> _WHAT NEEDS TO BE DONE_:
The exact lines of the listing, from its first through the line that contains "index pip: (220, 121)", are to make up the answer, and pictures are to be left out.

======== SUPPLIED INFORMATION

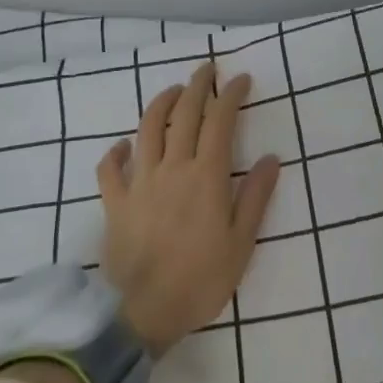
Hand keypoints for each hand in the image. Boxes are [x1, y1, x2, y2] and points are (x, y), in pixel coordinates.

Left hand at [97, 63, 281, 355]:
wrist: (143, 313)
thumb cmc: (201, 280)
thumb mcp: (241, 243)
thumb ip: (256, 197)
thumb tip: (272, 158)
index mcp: (206, 176)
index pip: (220, 121)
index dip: (230, 95)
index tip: (240, 79)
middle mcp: (172, 168)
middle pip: (183, 114)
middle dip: (196, 86)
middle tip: (206, 70)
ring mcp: (140, 182)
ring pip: (147, 129)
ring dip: (160, 104)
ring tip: (172, 91)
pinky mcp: (115, 202)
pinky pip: (110, 169)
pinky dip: (116, 151)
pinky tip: (124, 144)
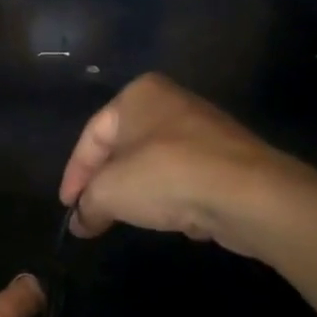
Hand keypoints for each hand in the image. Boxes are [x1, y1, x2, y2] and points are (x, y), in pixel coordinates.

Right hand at [59, 72, 305, 256]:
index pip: (92, 136)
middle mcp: (170, 102)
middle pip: (122, 148)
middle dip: (105, 183)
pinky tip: (169, 219)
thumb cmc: (165, 176)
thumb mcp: (109, 192)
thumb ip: (87, 205)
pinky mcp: (229, 157)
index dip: (74, 175)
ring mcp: (203, 128)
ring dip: (137, 191)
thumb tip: (79, 222)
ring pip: (154, 163)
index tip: (68, 206)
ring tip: (123, 218)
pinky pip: (184, 177)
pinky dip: (171, 197)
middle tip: (90, 212)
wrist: (249, 194)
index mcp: (137, 95)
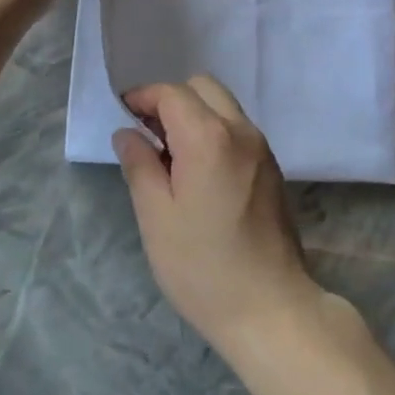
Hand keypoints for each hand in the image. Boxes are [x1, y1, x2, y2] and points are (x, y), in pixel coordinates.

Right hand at [113, 76, 322, 358]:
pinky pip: (237, 128)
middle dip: (171, 100)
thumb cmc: (203, 267)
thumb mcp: (157, 218)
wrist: (270, 307)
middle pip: (202, 88)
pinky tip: (198, 170)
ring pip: (223, 105)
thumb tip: (127, 133)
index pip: (172, 93)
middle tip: (147, 134)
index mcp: (209, 137)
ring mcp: (261, 146)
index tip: (123, 115)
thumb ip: (139, 166)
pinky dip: (214, 130)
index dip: (144, 97)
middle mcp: (240, 129)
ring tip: (169, 156)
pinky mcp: (271, 165)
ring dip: (194, 114)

================

> _ANSWER BELOW_:
Hand keypoints for each hand in the image. Boxes are [x1, y1, x2, y2] and points are (x, y), in pixel coordinates.

Left hand at [97, 63, 281, 355]:
wrist: (143, 313)
thumb cmc: (201, 280)
thumb mcp: (241, 243)
thumb ip: (256, 197)
thumb tip: (272, 158)
index mcp: (206, 176)
index pip: (220, 121)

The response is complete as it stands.